═══ RECORDS TO USE ═══

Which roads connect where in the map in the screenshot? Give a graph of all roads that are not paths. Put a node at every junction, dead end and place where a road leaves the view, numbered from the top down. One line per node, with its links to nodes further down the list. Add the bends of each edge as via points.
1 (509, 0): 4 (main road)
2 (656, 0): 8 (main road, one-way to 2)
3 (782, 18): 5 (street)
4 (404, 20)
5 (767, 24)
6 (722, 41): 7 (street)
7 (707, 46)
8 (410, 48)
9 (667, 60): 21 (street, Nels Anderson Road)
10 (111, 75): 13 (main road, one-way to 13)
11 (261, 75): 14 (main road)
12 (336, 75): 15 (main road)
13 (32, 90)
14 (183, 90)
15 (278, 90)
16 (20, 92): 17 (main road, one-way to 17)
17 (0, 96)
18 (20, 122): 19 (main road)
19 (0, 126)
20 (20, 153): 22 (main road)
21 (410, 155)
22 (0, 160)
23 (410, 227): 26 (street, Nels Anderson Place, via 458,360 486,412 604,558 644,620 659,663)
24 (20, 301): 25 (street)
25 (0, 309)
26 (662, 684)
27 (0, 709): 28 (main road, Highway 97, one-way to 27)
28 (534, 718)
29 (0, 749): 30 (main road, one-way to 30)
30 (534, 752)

═══

■ PROBLEM ■
Line by line, output the data precisely as shown above.

■ WRITTEN REPLY ■
Which roads connect where in the map in the screenshot? Give a graph of all roads that are not paths. Put a node at every junction, dead end and place where a road leaves the view, numbered from the top down. One line per node, with its links to nodes further down the list. Add the bends of each edge as via points.
1 (509, 0): 4 (main road)
2 (656, 0): 8 (main road, one-way to 2)
3 (782, 18): 5 (street)
4 (404, 20)
5 (767, 24)
6 (722, 41): 7 (street)
7 (707, 46)
8 (410, 48)
9 (667, 60): 21 (street, Nels Anderson Road)
10 (111, 75): 13 (main road, one-way to 13)
11 (261, 75): 14 (main road)
12 (336, 75): 15 (main road)
13 (32, 90)
14 (183, 90)
15 (278, 90)
16 (20, 92): 17 (main road, one-way to 17)
17 (0, 96)
18 (20, 122): 19 (main road)
19 (0, 126)
20 (20, 153): 22 (main road)
21 (410, 155)
22 (0, 160)
23 (410, 227): 26 (street, Nels Anderson Place, via 458,360 486,412 604,558 644,620 659,663)
24 (20, 301): 25 (street)
25 (0, 309)
26 (662, 684)
27 (0, 709): 28 (main road, Highway 97, one-way to 27)
28 (534, 718)
29 (0, 749): 30 (main road, one-way to 30)
30 (534, 752)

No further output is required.